↓↓↓

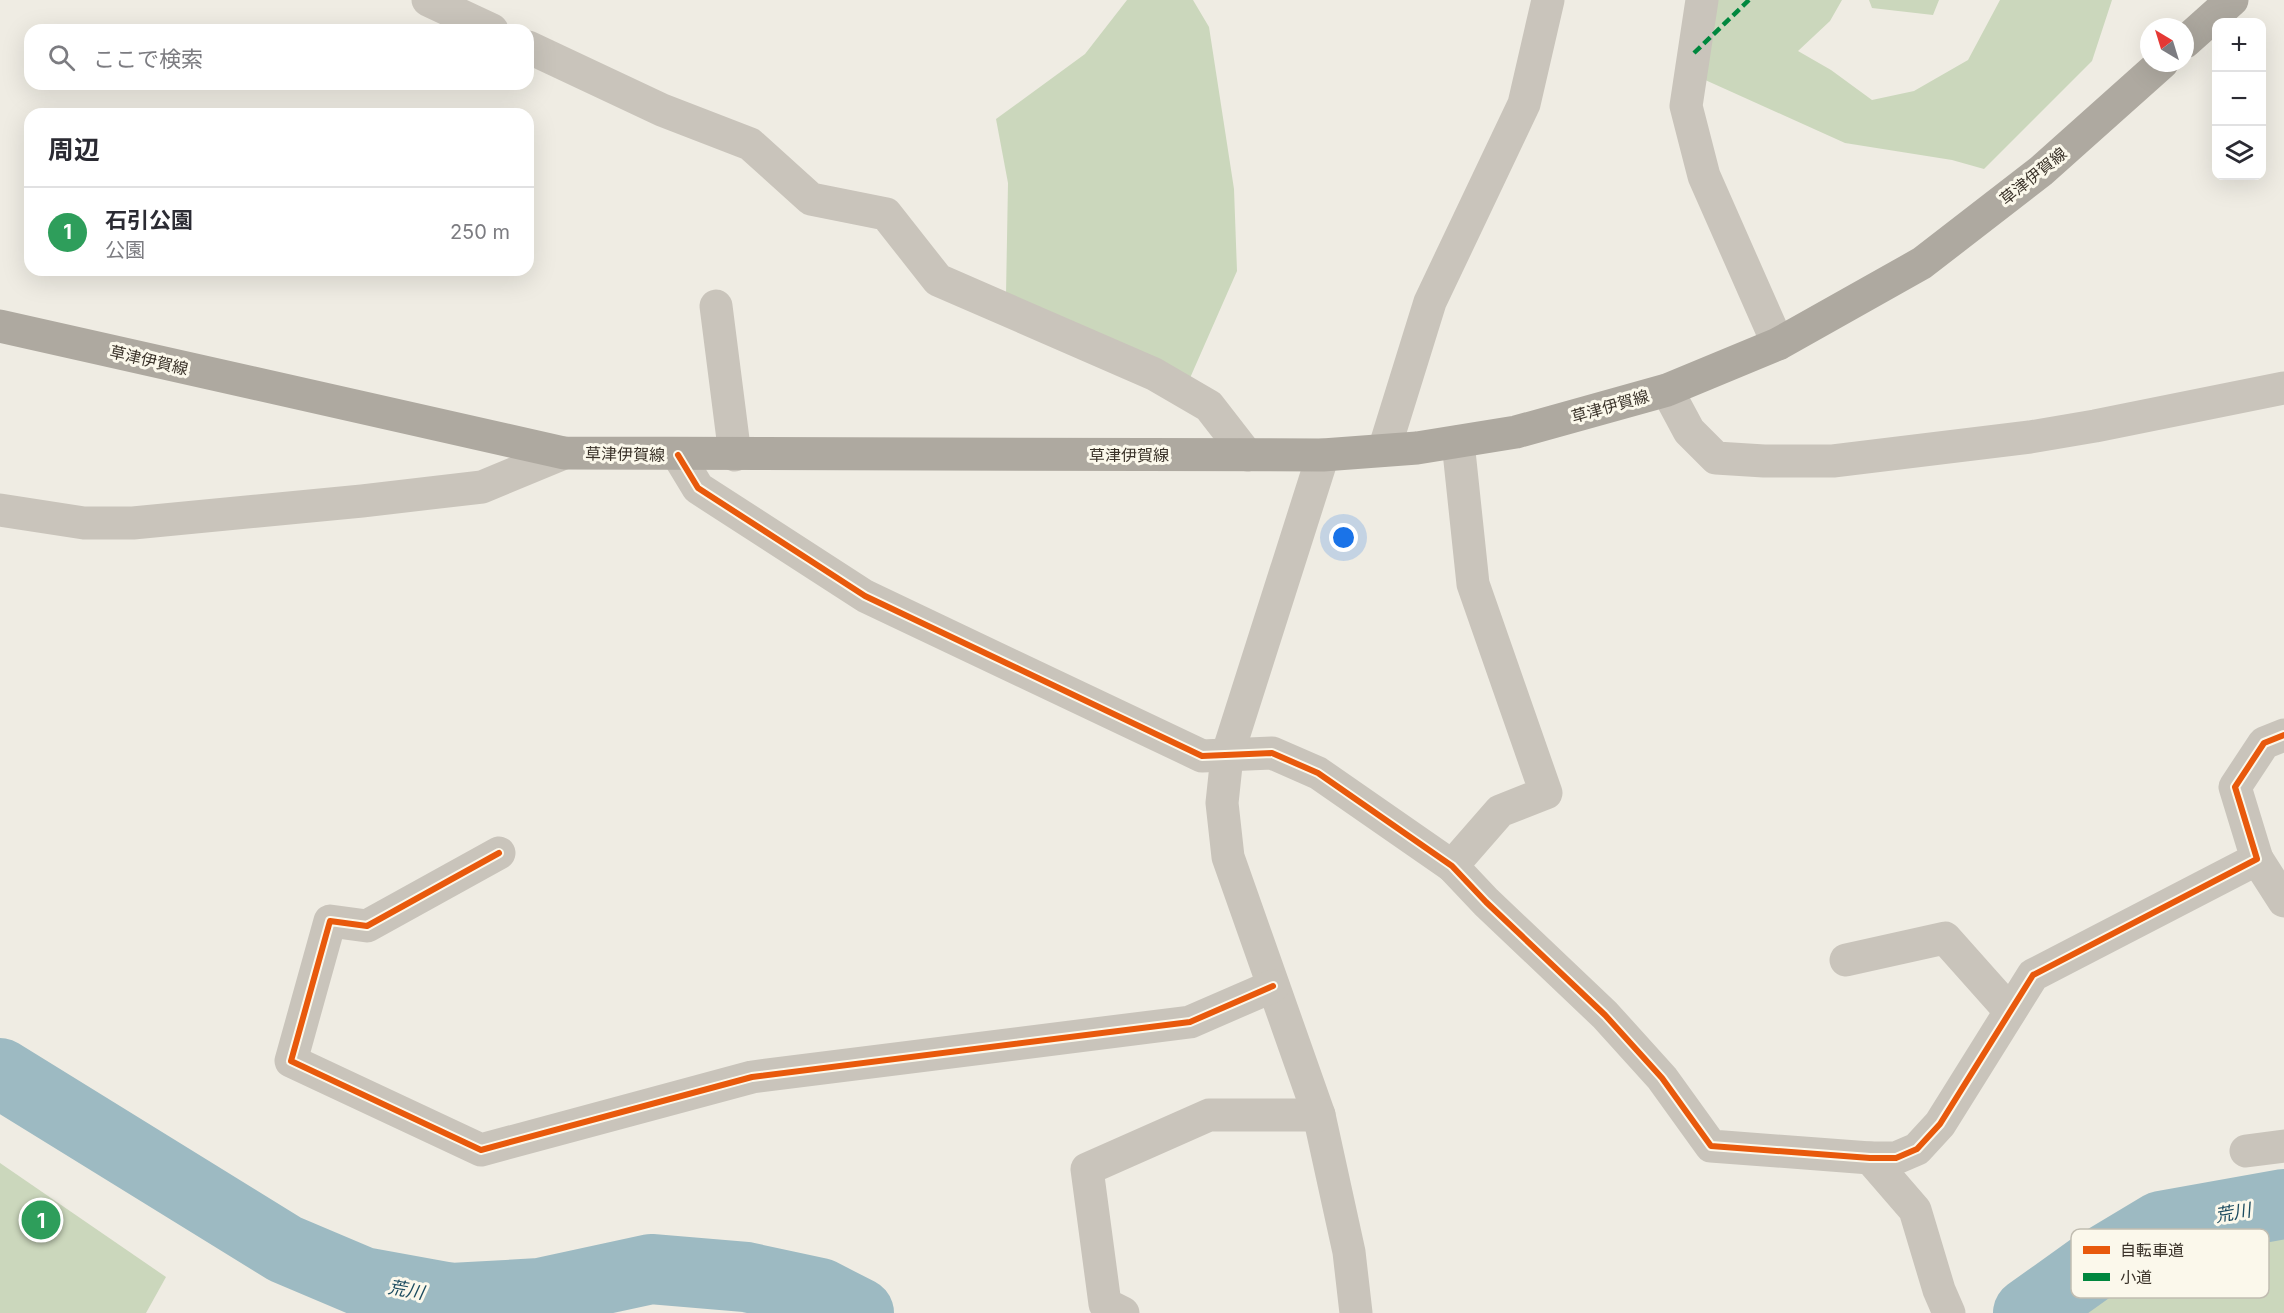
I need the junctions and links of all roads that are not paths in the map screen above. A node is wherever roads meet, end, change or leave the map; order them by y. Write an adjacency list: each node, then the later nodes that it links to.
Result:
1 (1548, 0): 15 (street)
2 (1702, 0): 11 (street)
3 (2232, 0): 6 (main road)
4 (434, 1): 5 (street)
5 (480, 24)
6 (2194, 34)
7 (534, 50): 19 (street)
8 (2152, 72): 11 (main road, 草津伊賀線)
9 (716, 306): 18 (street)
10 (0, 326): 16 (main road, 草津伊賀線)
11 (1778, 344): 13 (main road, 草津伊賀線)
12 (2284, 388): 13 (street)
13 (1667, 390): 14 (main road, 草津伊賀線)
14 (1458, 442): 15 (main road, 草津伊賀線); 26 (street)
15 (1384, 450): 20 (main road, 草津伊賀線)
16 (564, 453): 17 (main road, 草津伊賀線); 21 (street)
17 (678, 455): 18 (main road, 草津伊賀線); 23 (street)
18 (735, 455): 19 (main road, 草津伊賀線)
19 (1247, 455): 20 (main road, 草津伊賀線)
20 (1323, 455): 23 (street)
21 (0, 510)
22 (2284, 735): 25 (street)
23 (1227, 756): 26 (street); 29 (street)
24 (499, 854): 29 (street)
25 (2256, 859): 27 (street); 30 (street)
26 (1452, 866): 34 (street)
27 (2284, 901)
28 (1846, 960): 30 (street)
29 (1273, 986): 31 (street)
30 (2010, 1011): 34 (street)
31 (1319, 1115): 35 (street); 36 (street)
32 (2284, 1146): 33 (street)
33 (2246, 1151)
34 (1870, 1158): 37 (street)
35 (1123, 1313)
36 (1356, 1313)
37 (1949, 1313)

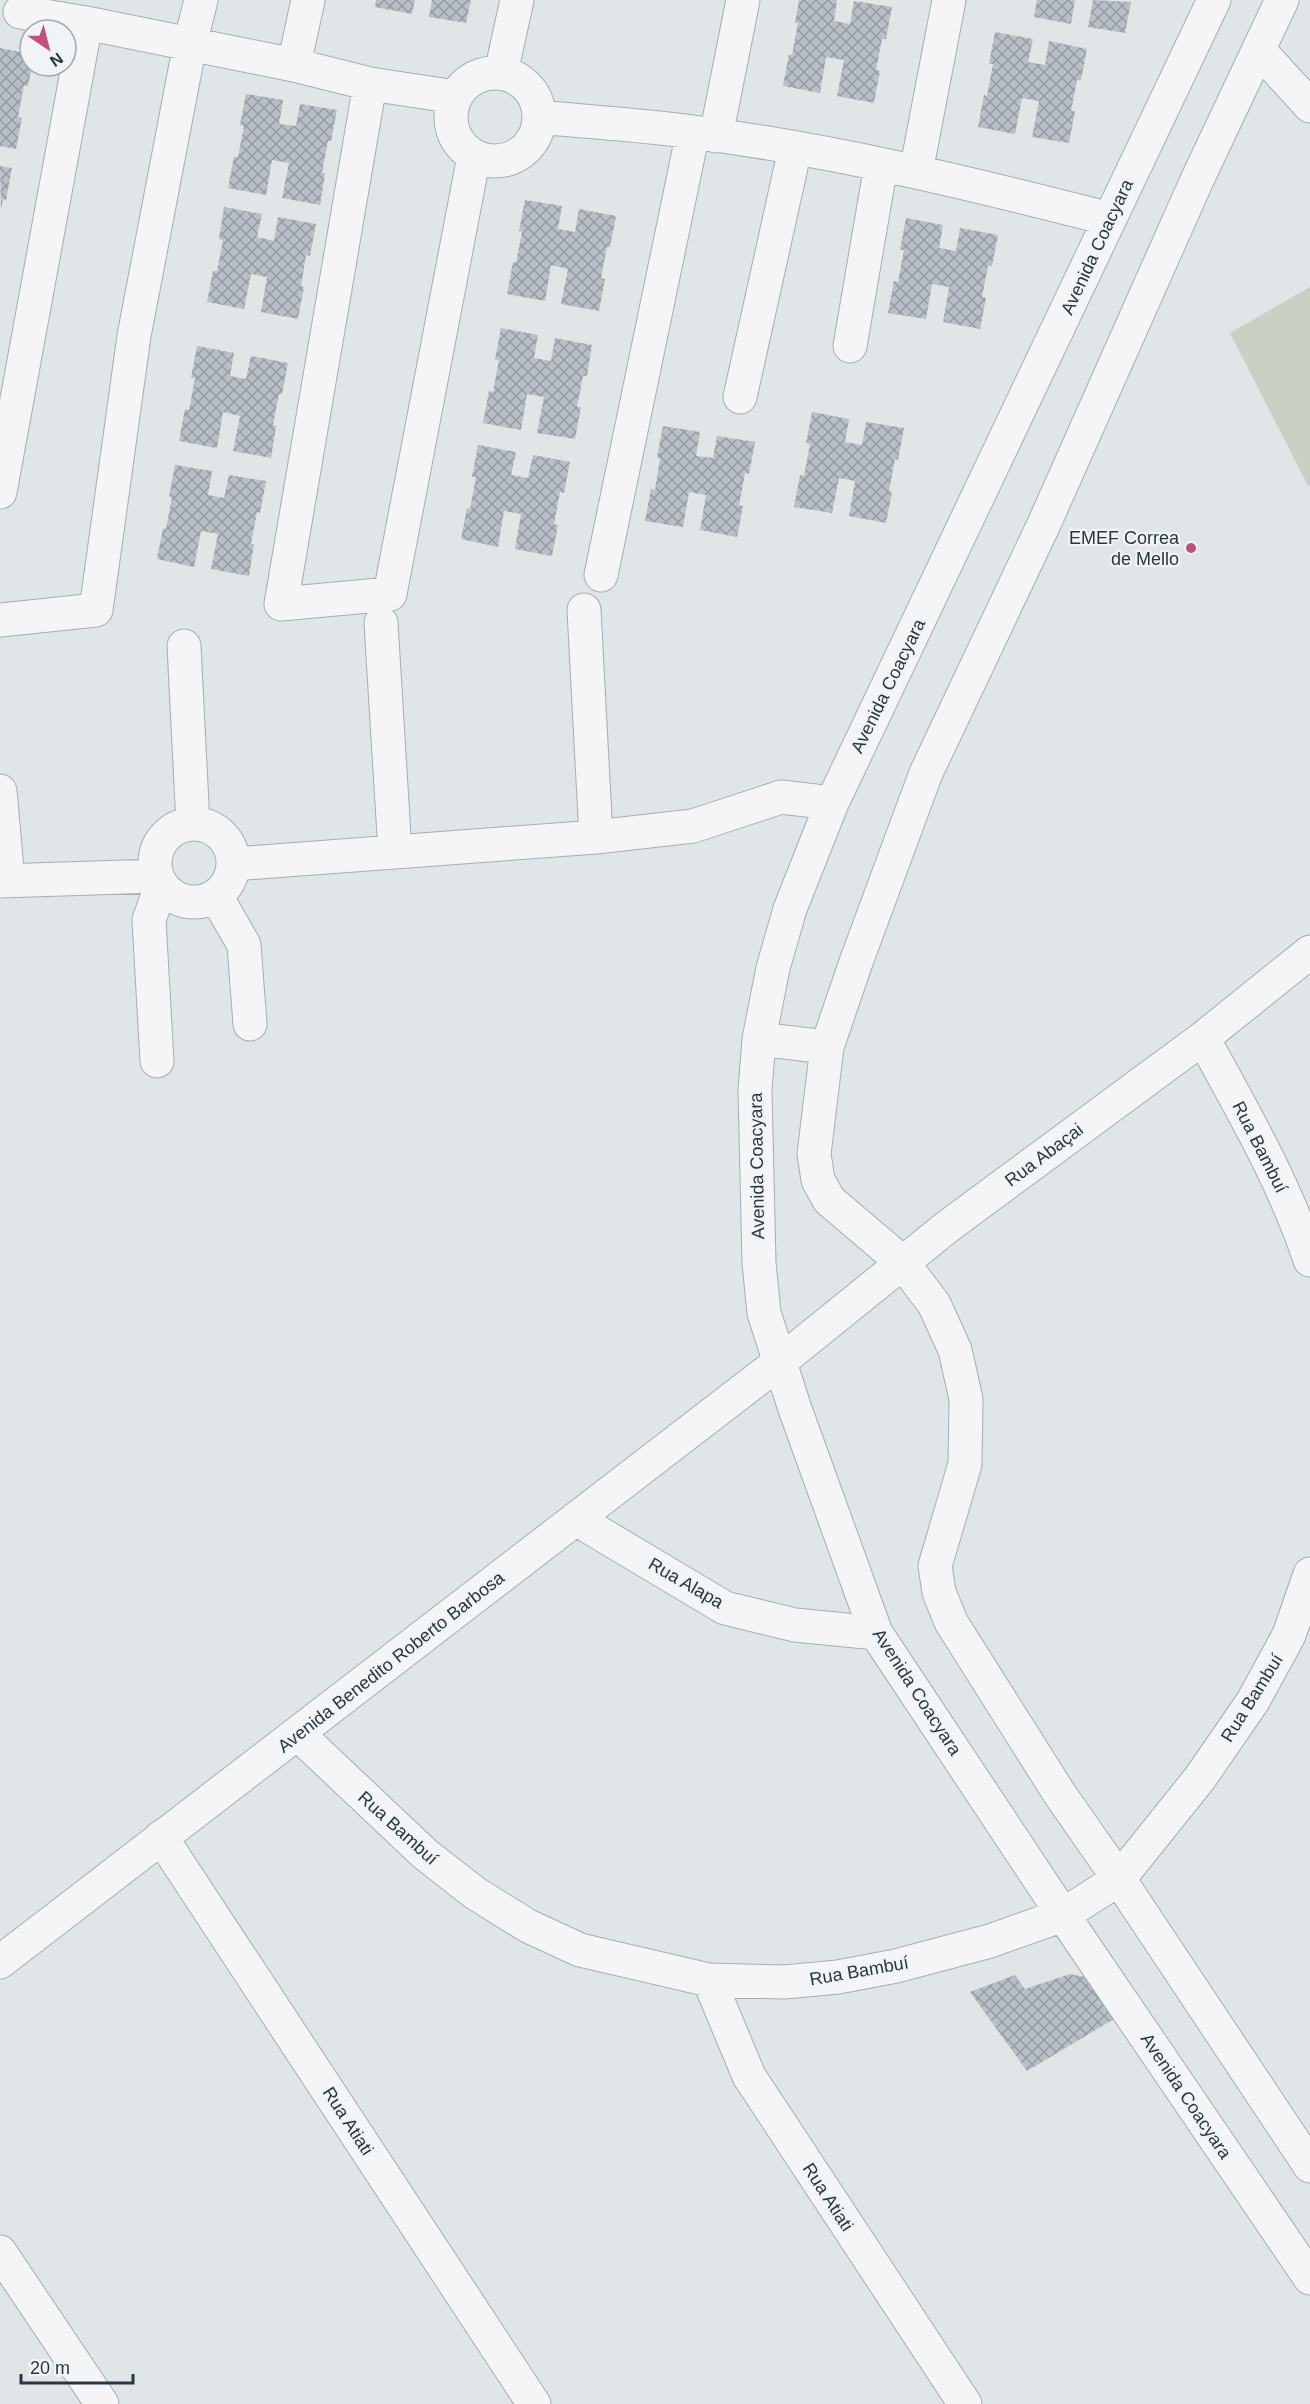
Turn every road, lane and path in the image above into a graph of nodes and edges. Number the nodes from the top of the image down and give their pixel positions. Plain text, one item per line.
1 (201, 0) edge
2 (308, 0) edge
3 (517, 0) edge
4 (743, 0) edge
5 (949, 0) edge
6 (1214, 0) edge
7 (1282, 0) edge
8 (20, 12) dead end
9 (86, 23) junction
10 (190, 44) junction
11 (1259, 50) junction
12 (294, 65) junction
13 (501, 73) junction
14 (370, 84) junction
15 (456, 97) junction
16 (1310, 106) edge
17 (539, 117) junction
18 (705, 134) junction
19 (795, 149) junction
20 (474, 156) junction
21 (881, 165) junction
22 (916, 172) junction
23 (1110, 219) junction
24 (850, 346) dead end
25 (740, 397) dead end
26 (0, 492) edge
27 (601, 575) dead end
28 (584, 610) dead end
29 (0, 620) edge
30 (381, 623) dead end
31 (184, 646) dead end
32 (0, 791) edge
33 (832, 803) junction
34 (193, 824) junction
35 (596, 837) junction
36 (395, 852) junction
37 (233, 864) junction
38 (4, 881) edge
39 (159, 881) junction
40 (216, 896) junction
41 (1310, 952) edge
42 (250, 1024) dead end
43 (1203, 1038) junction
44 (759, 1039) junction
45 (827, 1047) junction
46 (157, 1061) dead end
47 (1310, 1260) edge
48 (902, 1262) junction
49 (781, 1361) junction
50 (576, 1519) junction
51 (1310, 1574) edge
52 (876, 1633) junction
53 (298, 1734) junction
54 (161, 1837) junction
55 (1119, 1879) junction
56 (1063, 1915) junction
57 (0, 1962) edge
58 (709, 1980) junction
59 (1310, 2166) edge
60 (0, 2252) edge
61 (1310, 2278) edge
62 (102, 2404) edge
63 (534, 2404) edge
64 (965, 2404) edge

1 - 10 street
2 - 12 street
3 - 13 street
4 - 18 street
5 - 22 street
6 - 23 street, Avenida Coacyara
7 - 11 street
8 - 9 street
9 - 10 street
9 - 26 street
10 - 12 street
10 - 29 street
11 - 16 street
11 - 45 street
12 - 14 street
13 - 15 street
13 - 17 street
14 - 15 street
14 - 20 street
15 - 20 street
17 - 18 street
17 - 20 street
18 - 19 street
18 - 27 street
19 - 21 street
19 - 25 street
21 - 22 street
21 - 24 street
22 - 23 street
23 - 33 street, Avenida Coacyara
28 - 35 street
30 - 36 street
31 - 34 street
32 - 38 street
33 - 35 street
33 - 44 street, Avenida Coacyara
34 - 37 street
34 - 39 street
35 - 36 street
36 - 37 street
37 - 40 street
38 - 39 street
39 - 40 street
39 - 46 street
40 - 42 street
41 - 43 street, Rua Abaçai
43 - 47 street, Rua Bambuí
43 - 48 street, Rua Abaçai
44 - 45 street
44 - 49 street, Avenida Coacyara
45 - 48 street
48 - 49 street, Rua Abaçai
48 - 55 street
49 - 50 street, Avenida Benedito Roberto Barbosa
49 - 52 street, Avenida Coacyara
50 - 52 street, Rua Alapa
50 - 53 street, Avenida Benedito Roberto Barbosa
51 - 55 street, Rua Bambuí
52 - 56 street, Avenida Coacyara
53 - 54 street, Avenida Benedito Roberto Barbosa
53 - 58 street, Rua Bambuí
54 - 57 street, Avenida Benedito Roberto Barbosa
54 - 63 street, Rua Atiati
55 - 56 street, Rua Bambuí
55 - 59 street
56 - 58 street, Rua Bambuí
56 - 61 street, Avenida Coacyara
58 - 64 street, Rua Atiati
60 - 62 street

↑↑↑

- What you are asked to do -
Read the listing. Copy each line that has the word "Bambuí" in it.

- Solution to this exercise -
43 - 47 street, Rua Bambuí
51 - 55 street, Rua Bambuí
53 - 58 street, Rua Bambuí
55 - 56 street, Rua Bambuí
56 - 58 street, Rua Bambuí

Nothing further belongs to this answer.